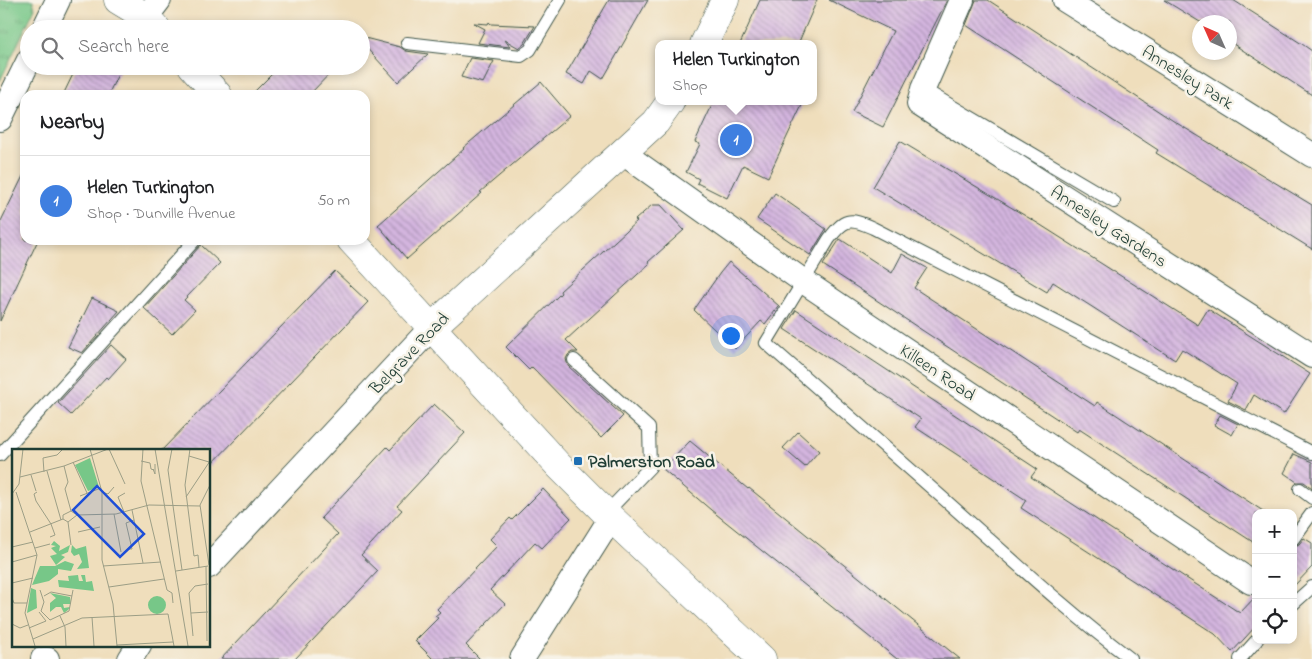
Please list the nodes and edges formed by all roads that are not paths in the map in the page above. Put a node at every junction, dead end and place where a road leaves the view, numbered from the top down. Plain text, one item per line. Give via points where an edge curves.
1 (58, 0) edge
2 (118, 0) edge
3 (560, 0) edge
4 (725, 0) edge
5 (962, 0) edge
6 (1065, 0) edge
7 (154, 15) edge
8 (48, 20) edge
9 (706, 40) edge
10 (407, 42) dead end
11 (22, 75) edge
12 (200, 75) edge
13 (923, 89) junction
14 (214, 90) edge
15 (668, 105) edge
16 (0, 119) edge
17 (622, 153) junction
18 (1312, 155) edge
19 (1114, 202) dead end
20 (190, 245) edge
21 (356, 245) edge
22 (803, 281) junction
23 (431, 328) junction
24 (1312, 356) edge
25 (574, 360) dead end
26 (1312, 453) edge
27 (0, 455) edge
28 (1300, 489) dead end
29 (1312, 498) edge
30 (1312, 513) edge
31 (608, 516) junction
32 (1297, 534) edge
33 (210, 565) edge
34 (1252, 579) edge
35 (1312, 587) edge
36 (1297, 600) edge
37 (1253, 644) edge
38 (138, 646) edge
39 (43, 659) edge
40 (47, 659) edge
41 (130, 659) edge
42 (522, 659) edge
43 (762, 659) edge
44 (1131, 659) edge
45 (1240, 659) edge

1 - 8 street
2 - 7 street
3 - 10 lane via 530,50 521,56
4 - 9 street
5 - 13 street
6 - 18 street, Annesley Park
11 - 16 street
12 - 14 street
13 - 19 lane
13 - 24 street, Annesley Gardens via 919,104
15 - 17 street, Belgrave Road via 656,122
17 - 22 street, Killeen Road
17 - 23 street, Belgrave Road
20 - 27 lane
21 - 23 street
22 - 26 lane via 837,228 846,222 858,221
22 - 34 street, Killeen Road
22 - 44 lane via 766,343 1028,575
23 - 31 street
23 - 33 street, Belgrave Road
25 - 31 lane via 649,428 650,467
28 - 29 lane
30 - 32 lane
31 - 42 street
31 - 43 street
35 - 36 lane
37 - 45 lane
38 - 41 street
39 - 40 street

┄┄┄┄┄┄

EXERCISE:
Please reproduce the data above word for word, skipping all images.

TASK SOLUTION:
Please list the nodes and edges formed by all roads that are not paths in the map in the page above. Put a node at every junction, dead end and place where a road leaves the view, numbered from the top down. Plain text, one item per line. Give via points where an edge curves.
1 (58, 0) edge
2 (118, 0) edge
3 (560, 0) edge
4 (725, 0) edge
5 (962, 0) edge
6 (1065, 0) edge
7 (154, 15) edge
8 (48, 20) edge
9 (706, 40) edge
10 (407, 42) dead end
11 (22, 75) edge
12 (200, 75) edge
13 (923, 89) junction
14 (214, 90) edge
15 (668, 105) edge
16 (0, 119) edge
17 (622, 153) junction
18 (1312, 155) edge
19 (1114, 202) dead end
20 (190, 245) edge
21 (356, 245) edge
22 (803, 281) junction
23 (431, 328) junction
24 (1312, 356) edge
25 (574, 360) dead end
26 (1312, 453) edge
27 (0, 455) edge
28 (1300, 489) dead end
29 (1312, 498) edge
30 (1312, 513) edge
31 (608, 516) junction
32 (1297, 534) edge
33 (210, 565) edge
34 (1252, 579) edge
35 (1312, 587) edge
36 (1297, 600) edge
37 (1253, 644) edge
38 (138, 646) edge
39 (43, 659) edge
40 (47, 659) edge
41 (130, 659) edge
42 (522, 659) edge
43 (762, 659) edge
44 (1131, 659) edge
45 (1240, 659) edge

1 - 8 street
2 - 7 street
3 - 10 lane via 530,50 521,56
4 - 9 street
5 - 13 street
6 - 18 street, Annesley Park
11 - 16 street
12 - 14 street
13 - 19 lane
13 - 24 street, Annesley Gardens via 919,104
15 - 17 street, Belgrave Road via 656,122
17 - 22 street, Killeen Road
17 - 23 street, Belgrave Road
20 - 27 lane
21 - 23 street
22 - 26 lane via 837,228 846,222 858,221
22 - 34 street, Killeen Road
22 - 44 lane via 766,343 1028,575
23 - 31 street
23 - 33 street, Belgrave Road
25 - 31 lane via 649,428 650,467
28 - 29 lane
30 - 32 lane
31 - 42 street
31 - 43 street
35 - 36 lane
37 - 45 lane
38 - 41 street
39 - 40 street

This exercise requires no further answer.